Goal of the exercise - State only how many lines below include the word "Marg".

Stored data
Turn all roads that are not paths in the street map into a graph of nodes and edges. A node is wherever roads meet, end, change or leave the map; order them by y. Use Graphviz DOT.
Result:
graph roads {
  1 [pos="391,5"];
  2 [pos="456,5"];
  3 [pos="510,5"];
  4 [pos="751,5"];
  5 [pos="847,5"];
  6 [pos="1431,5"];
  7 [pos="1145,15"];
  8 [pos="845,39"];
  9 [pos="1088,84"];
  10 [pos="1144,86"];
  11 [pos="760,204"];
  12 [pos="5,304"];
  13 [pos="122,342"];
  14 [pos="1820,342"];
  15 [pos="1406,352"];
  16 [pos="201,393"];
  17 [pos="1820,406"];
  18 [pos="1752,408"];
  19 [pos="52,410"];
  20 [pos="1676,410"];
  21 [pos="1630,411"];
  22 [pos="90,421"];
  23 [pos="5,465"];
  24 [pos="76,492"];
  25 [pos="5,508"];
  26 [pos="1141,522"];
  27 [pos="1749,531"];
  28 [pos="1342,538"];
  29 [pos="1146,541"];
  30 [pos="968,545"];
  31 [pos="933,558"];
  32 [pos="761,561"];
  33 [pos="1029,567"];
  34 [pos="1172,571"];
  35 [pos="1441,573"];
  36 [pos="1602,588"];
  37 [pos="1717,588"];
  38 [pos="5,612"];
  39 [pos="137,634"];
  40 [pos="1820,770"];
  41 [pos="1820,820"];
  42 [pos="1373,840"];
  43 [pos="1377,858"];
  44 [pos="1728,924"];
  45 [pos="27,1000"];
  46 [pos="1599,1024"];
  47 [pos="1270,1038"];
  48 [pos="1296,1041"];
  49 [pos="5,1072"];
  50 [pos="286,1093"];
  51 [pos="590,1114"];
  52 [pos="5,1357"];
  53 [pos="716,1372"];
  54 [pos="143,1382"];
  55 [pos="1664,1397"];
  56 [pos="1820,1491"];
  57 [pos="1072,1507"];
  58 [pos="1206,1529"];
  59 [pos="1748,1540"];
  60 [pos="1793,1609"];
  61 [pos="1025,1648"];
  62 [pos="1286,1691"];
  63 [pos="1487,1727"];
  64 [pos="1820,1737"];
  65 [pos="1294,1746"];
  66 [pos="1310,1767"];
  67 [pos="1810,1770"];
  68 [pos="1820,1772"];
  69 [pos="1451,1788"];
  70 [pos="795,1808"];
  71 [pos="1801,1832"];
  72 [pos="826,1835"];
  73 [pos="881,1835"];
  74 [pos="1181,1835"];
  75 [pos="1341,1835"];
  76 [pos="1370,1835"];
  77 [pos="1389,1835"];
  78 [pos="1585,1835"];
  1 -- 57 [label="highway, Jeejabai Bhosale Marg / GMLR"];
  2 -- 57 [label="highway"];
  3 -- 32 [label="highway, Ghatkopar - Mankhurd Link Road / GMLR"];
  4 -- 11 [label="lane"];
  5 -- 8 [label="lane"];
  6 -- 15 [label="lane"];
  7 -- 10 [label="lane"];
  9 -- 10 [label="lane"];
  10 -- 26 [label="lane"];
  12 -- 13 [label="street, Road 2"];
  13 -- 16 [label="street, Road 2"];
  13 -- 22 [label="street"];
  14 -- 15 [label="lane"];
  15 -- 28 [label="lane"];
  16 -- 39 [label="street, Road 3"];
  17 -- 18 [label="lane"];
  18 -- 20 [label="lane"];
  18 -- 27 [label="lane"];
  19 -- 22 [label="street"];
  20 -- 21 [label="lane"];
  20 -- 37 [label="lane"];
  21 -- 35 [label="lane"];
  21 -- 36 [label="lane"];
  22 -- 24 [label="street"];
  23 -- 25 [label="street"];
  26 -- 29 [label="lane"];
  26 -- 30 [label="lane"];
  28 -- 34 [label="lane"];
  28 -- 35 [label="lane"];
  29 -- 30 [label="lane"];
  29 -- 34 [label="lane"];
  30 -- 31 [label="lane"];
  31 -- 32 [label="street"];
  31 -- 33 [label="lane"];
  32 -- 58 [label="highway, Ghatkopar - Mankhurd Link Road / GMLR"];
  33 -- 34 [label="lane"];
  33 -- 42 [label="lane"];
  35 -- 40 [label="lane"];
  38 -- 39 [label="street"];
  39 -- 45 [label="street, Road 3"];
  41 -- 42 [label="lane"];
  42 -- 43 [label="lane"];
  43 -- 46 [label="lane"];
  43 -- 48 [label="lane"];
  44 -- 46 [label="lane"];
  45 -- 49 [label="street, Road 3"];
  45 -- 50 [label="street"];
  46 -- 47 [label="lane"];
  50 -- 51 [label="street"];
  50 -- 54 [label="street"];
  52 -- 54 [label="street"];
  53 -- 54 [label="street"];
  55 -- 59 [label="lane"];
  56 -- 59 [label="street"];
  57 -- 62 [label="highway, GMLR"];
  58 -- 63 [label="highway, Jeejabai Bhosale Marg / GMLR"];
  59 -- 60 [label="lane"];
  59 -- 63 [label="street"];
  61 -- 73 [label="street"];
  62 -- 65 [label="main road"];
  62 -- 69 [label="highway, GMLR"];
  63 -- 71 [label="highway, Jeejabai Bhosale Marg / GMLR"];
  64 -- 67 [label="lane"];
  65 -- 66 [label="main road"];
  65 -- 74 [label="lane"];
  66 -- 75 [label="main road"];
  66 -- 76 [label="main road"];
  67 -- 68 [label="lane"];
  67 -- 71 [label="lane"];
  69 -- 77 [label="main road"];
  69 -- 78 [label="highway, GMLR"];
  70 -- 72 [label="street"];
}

Task output - 3